**The problem:**
Restate exactly, and only, the lines spanning from the one with "thumb mcp: (1206, 860)" to the end of the records below.

*** Opening Available records ***

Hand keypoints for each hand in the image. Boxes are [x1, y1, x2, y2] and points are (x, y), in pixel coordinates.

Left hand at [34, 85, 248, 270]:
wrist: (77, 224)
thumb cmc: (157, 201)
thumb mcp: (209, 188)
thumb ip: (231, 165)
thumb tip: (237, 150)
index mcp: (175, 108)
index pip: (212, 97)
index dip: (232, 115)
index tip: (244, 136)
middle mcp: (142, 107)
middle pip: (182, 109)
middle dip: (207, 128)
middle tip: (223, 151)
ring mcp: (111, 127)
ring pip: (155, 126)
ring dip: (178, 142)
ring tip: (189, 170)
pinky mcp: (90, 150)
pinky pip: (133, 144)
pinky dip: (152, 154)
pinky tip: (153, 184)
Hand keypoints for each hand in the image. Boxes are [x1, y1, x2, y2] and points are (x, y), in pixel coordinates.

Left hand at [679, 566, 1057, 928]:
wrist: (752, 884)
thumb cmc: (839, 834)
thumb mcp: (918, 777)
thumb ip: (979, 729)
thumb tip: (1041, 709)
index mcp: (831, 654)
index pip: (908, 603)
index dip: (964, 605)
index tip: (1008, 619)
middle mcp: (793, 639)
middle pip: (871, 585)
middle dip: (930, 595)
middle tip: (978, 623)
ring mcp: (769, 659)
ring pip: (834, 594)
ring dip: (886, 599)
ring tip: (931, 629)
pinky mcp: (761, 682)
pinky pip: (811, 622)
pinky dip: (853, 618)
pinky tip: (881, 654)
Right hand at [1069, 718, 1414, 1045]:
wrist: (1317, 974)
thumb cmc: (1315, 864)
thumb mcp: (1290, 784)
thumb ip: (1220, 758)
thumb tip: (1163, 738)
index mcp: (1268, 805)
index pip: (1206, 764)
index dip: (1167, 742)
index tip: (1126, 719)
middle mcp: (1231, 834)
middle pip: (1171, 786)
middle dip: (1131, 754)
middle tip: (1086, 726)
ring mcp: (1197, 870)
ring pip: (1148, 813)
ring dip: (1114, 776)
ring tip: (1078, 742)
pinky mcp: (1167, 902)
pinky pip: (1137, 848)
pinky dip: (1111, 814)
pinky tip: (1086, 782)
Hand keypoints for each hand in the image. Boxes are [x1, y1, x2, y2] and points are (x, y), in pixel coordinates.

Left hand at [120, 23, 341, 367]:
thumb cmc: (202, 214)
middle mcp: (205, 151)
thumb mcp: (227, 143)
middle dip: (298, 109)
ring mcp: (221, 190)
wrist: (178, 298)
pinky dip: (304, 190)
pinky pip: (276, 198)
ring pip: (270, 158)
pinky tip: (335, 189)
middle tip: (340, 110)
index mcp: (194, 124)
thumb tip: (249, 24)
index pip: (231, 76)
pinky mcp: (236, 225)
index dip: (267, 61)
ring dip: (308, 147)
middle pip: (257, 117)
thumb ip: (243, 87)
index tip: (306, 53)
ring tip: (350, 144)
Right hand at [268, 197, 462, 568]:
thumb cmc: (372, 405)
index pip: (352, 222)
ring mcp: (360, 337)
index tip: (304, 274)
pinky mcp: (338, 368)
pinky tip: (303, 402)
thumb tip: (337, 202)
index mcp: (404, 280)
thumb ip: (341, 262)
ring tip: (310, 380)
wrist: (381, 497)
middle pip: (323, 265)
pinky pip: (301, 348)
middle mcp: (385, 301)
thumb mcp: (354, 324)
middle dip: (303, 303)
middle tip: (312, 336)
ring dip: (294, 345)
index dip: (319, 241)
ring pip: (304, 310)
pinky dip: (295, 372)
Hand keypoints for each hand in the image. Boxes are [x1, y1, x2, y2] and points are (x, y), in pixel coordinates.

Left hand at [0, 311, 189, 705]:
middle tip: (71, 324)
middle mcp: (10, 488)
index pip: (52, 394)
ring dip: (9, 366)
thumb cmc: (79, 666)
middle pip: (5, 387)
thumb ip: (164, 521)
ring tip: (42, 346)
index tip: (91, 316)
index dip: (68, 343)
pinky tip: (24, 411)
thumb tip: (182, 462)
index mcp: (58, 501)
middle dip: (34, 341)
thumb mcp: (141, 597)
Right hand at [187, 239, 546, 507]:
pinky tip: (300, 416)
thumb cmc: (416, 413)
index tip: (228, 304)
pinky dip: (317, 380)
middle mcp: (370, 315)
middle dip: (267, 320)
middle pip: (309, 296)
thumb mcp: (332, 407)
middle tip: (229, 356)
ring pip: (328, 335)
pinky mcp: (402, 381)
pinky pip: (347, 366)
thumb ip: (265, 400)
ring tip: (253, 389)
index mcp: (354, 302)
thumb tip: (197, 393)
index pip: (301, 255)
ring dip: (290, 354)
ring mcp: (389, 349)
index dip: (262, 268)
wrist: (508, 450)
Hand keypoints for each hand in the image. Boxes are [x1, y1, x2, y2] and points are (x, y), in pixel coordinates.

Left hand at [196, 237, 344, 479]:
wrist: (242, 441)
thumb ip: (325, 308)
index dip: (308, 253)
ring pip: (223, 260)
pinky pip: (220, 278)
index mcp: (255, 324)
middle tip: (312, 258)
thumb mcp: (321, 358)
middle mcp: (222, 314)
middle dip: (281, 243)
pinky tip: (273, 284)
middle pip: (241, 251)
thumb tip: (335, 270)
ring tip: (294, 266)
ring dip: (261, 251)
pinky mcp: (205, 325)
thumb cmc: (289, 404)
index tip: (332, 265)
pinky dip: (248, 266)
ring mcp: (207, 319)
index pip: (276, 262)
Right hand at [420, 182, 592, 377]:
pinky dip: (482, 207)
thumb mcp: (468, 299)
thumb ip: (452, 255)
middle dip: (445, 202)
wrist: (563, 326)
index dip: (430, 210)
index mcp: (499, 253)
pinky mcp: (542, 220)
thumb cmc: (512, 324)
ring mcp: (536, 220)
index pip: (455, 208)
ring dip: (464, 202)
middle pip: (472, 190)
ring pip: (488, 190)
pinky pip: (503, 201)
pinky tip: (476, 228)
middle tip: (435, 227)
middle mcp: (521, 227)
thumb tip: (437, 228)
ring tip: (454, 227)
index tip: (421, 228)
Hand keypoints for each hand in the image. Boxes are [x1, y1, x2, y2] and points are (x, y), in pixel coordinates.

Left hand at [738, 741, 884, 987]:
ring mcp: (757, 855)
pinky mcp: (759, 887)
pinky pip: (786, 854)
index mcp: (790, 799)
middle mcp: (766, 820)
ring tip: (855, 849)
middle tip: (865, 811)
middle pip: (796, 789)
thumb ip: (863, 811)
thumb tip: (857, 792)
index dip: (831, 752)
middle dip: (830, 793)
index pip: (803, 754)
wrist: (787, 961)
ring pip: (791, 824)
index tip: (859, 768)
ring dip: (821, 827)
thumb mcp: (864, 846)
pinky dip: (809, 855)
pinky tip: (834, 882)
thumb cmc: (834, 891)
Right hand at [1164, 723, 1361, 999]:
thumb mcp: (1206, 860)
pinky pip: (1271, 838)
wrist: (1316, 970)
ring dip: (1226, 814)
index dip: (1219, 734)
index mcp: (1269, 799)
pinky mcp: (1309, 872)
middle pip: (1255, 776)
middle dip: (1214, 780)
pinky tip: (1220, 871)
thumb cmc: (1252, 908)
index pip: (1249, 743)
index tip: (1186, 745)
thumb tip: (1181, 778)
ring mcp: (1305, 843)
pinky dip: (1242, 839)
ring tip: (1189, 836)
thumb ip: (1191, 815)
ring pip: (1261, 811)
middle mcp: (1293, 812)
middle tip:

*** Closing Available records ***

**Answer area:**
thumb mcp: (1206, 860)
pinky pip: (1271, 838)
wrist: (1316, 970)
ring dip: (1226, 814)
index dip: (1219, 734)
index mcp: (1269, 799)
pinky mcp: (1309, 872)
middle pip: (1255, 776)
middle dip: (1214, 780)
pinky tip: (1220, 871)
thumb cmc: (1252, 908)
index pip: (1249, 743)
index tip: (1186, 745)
thumb tip: (1181, 778)
ring mcp: (1305, 843)
pinky dip: (1242, 839)
ring tip: (1189, 836)
thumb ip: (1191, 815)
ring pip: (1261, 811)
middle mcp: (1293, 812)
middle tip:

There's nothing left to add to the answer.